LoRA on the Go: Instance-level Dynamic LoRA Selection and Merging
Seungeon Lee, Soumi Das, Manish Gupta, Krishna P. Gummadi

TL;DR
LoGo is a training-free, dynamic framework that selects and merges LoRA adapters at the instance level, enhancing large language model adaptability across diverse NLP tasks without additional training.
Contribution
Introduces LoGo, a novel method for real-time adapter selection and merging without training, improving efficiency and performance in multi-domain NLP applications.
Findings
LoGo outperforms training-based baselines on some tasks by up to 3.6%.
LoGo maintains inference throughput while adapting to diverse datasets.
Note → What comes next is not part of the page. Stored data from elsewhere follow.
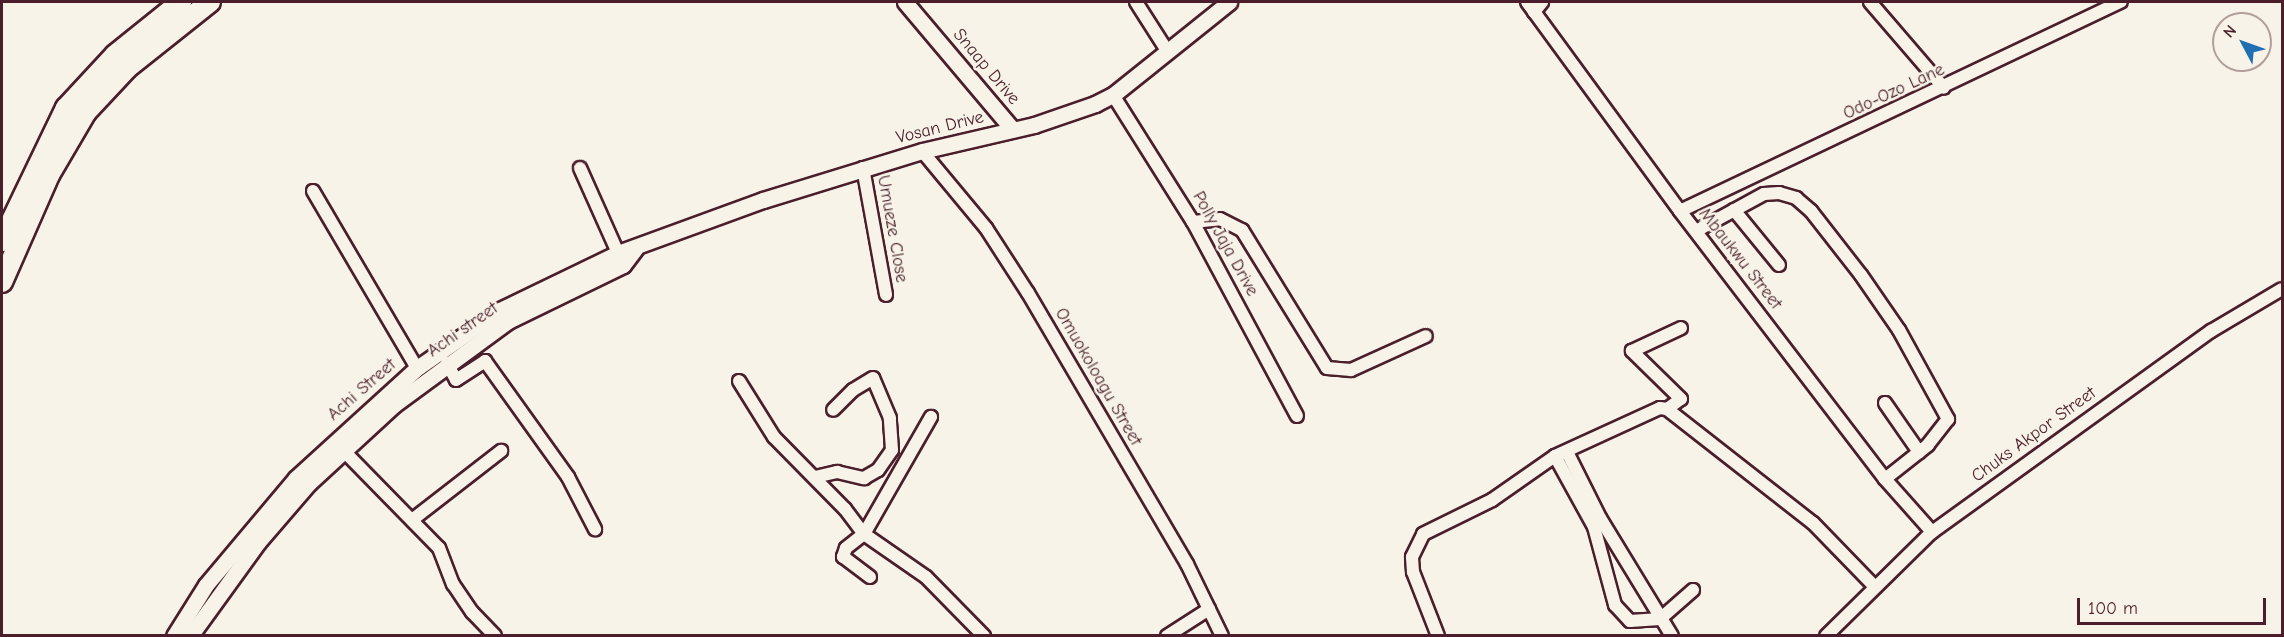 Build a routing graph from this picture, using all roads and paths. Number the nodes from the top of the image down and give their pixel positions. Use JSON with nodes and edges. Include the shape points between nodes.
{"nodes":[{"id":1,"x":181,"y":2,"type":"edge"},
{"id":2,"x":210,"y":2,"type":"edge"},
{"id":3,"x":905,"y":2,"type":"edge"},
{"id":4,"x":1136,"y":2,"type":"edge"},
{"id":5,"x":1228,"y":2,"type":"edge"},
{"id":6,"x":1542,"y":2,"type":"edge"},
{"id":7,"x":1870,"y":2,"type":"edge"},
{"id":8,"x":2121,"y":2,"type":"edge"},
{"id":9,"x":1530,"y":7,"type":"edge"},
{"id":10,"x":1166,"y":49,"type":"junction"},
{"id":11,"x":1944,"y":88,"type":"junction"},
{"id":12,"x":1113,"y":95,"type":"junction"},
{"id":13,"x":1013,"y":130,"type":"junction"},
{"id":14,"x":922,"y":151,"type":"junction"},
{"id":15,"x":580,"y":168,"type":"dead end"},
{"id":16,"x":863,"y":168,"type":"junction"},
{"id":17,"x":313,"y":191,"type":"dead end"},
{"id":18,"x":1734,"y":210,"type":"junction"},
{"id":19,"x":1680,"y":211,"type":"junction"},
{"id":20,"x":1193,"y":222,"type":"junction"},
{"id":21,"x":1696,"y":231,"type":"junction"},
{"id":22,"x":2,"y":241,"type":"edge"},
{"id":23,"x":636,"y":248,"type":"junction"},
{"id":24,"x":618,"y":253,"type":"junction"},
{"id":25,"x":1779,"y":265,"type":"dead end"},
{"id":26,"x":2,"y":282,"type":"edge"},
{"id":27,"x":2283,"y":289,"type":"edge"},
{"id":28,"x":886,"y":295,"type":"dead end"},
{"id":29,"x":1681,"y":328,"type":"dead end"},
{"id":30,"x":1426,"y":336,"type":"dead end"},
{"id":31,"x":447,"y":363,"type":"junction"},
{"id":32,"x":417,"y":368,"type":"junction"},
{"id":33,"x":739,"y":381,"type":"dead end"},
{"id":34,"x":1885,"y":403,"type":"dead end"},
{"id":35,"x":1667,"y":409,"type":"junction"},
{"id":36,"x":833,"y":410,"type":"dead end"},
{"id":37,"x":1297,"y":416,"type":"dead end"},
{"id":38,"x":931,"y":417,"type":"dead end"},
{"id":39,"x":339,"y":446,"type":"junction"},
{"id":40,"x":501,"y":451,"type":"dead end"},
{"id":41,"x":1918,"y":452,"type":"junction"},
{"id":42,"x":1561,"y":454,"type":"junction"},
{"id":43,"x":815,"y":477,"type":"junction"},
{"id":44,"x":1885,"y":479,"type":"junction"},
{"id":45,"x":412,"y":520,"type":"junction"},
{"id":46,"x":595,"y":529,"type":"dead end"},
{"id":47,"x":1932,"y":532,"type":"junction"},
{"id":48,"x":864,"y":534,"type":"junction"},
{"id":49,"x":870,"y":577,"type":"dead end"},
{"id":50,"x":1874,"y":586,"type":"junction"},
{"id":51,"x":1693,"y":591,"type":"dead end"},
{"id":52,"x":1209,"y":609,"type":"junction"},
{"id":53,"x":1660,"y":619,"type":"junction"},
{"id":54,"x":182,"y":634,"type":"edge"},
{"id":55,"x":495,"y":636,"type":"edge"},
{"id":56,"x":984,"y":636,"type":"edge"},
{"id":57,"x":1167,"y":636,"type":"edge"},
{"id":58,"x":1222,"y":636,"type":"edge"},
{"id":59,"x":1438,"y":636,"type":"edge"},
{"id":60,"x":1672,"y":636,"type":"edge"},
{"id":61,"x":1826,"y":636,"type":"edge"}],
"edges":[{"from":1,"to":22,"type":"main road","via":[[115,55],[66,108]]},
{"from":2,"to":26,"type":"main road","via":[[127,68],[86,112],[49,175]]},
{"from":3,"to":13,"type":"street","name":"Snaap Drive"},
{"from":4,"to":10,"type":"street"},
{"from":5,"to":10,"type":"street","name":"Vosan Drive"},
{"from":6,"to":9,"type":"street"},
{"from":7,"to":11,"type":"street"},
{"from":8,"to":11,"type":"street","name":"Odo-Ozo Lane"},
{"from":9,"to":19,"type":"street","name":"Mbaukwu Street"},
{"from":10,"to":12,"type":"street","name":"Vosan Drive"},
{"from":11,"to":19,"type":"street","name":"Odo-Ozo Lane"},
{"from":12,"to":13,"type":"street","name":"Vosan Drive"},
{"from":12,"to":20,"type":"street","name":"Polly Jaja Drive"},
{"from":13,"to":14,"type":"street","name":"Vosan Drive"},
{"from":14,"to":16,"type":"street","name":"Vosan Drive"},
{"from":14,"to":52,"type":"street","name":"Omuokoloagu Street","via":[[986,228],[1028,293]]},
{"from":15,"to":24,"type":"street"},
{"from":16,"to":23,"type":"street","name":"Vosan Drive","via":[[763,200]]},
{"from":16,"to":28,"type":"street","name":"Umueze Close"},
{"from":17,"to":32,"type":"street"},
{"from":18,"to":21,"type":"street"},
{"from":18,"to":25,"type":"street"},
{"from":18,"to":41,"type":"street","via":[[1764,194],[1796,198],[1862,275],[1946,411],[1944,427]]},
{"from":19,"to":21,"type":"street","name":"Mbaukwu Street"},
{"from":20,"to":30,"type":"street","via":[[1220,219],[1242,230],[1327,368],[1351,370]]},
{"from":20,"to":37,"type":"street","name":"Polly Jaja Drive"},
{"from":21,"to":44,"type":"street","name":"Mbaukwu Street"},
{"from":23,"to":24,"type":"street","name":"Achi Street"},
{"from":23,"to":31,"type":"street","name":"Achi street","via":[[623,266],[508,321]]},
{"from":24,"to":32,"type":"street","name":"Achi Street","via":[[500,310]]},
{"from":27,"to":47,"type":"street","name":"Chuks Akpor Street","via":[[2202,337]]},
{"from":29,"to":35,"type":"street","via":[[1632,351],[1681,399]]},
{"from":31,"to":39,"type":"street","name":"Achi street"},
{"from":31,"to":46,"type":"street","via":[[456,380],[485,361],[568,477]]},
{"from":32,"to":39,"type":"street","name":"Achi Street"},
{"from":33,"to":43,"type":"street","via":[[774,437]]},
{"from":34,"to":41,"type":"street"},
{"from":35,"to":42,"type":"street","via":[[1636,417]]},
{"from":35,"to":50,"type":"street","via":[[1813,523]]},
{"from":36,"to":43,"type":"street","via":[[853,390],[873,378],[890,418],[892,450],[878,470],[864,478],[837,472]]},
{"from":38,"to":48,"type":"street"},
{"from":39,"to":45,"type":"street"},
{"from":39,"to":54,"type":"street","name":"Achi Street","via":[[258,521]]},
{"from":40,"to":45,"type":"street"},
{"from":41,"to":44,"type":"street"},
{"from":42,"to":53,"type":"street"},
{"from":42,"to":53,"type":"street","via":[[1594,527],[1615,605],[1634,622]]},
{"from":42,"to":59,"type":"street","via":[[1492,500],[1435,525],[1415,544],[1413,572]]},
{"from":43,"to":48,"type":"street"},
{"from":44,"to":47,"type":"street","name":"Mbaukwu Street"},
{"from":45,"to":55,"type":"street","via":[[439,548],[453,584]]},
{"from":47,"to":50,"type":"street","name":"Chuks Akpor Street"},
{"from":48,"to":49,"type":"street","via":[[846,548],[843,557]]},
{"from":48,"to":56,"type":"street","via":[[926,577]]},
{"from":50,"to":61,"type":"street","name":"Chuks Akpor Street"},
{"from":51,"to":53,"type":"street"},
{"from":52,"to":57,"type":"street"},
{"from":52,"to":58,"type":"street","name":"Omuokoloagu Street"},
{"from":53,"to":60,"type":"street"}]}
LoGo is effective across multiple NLP benchmarks, datasets, and model families.
Abstract
Low-Rank Adaptation (LoRA) has emerged as a parameter-efficient approach for fine-tuning large language models. However, conventional LoRA adapters are typically trained for a single task, limiting their applicability in real-world settings where inputs may span diverse and unpredictable domains. At inference time, existing approaches combine multiple LoRAs for improving performance on diverse tasks, while usually requiring labeled data or additional task-specific training, which is expensive at scale. In this work, we introduce LoRA on the Go (LoGo), a training-free framework that dynamically selects and merges adapters at the instance level without any additional requirements. LoGo leverages signals extracted from a single forward pass through LoRA adapters, to identify the most relevant adapters and determine their contributions on-the-fly. Across 5 NLP benchmarks, 27 datasets, and 3…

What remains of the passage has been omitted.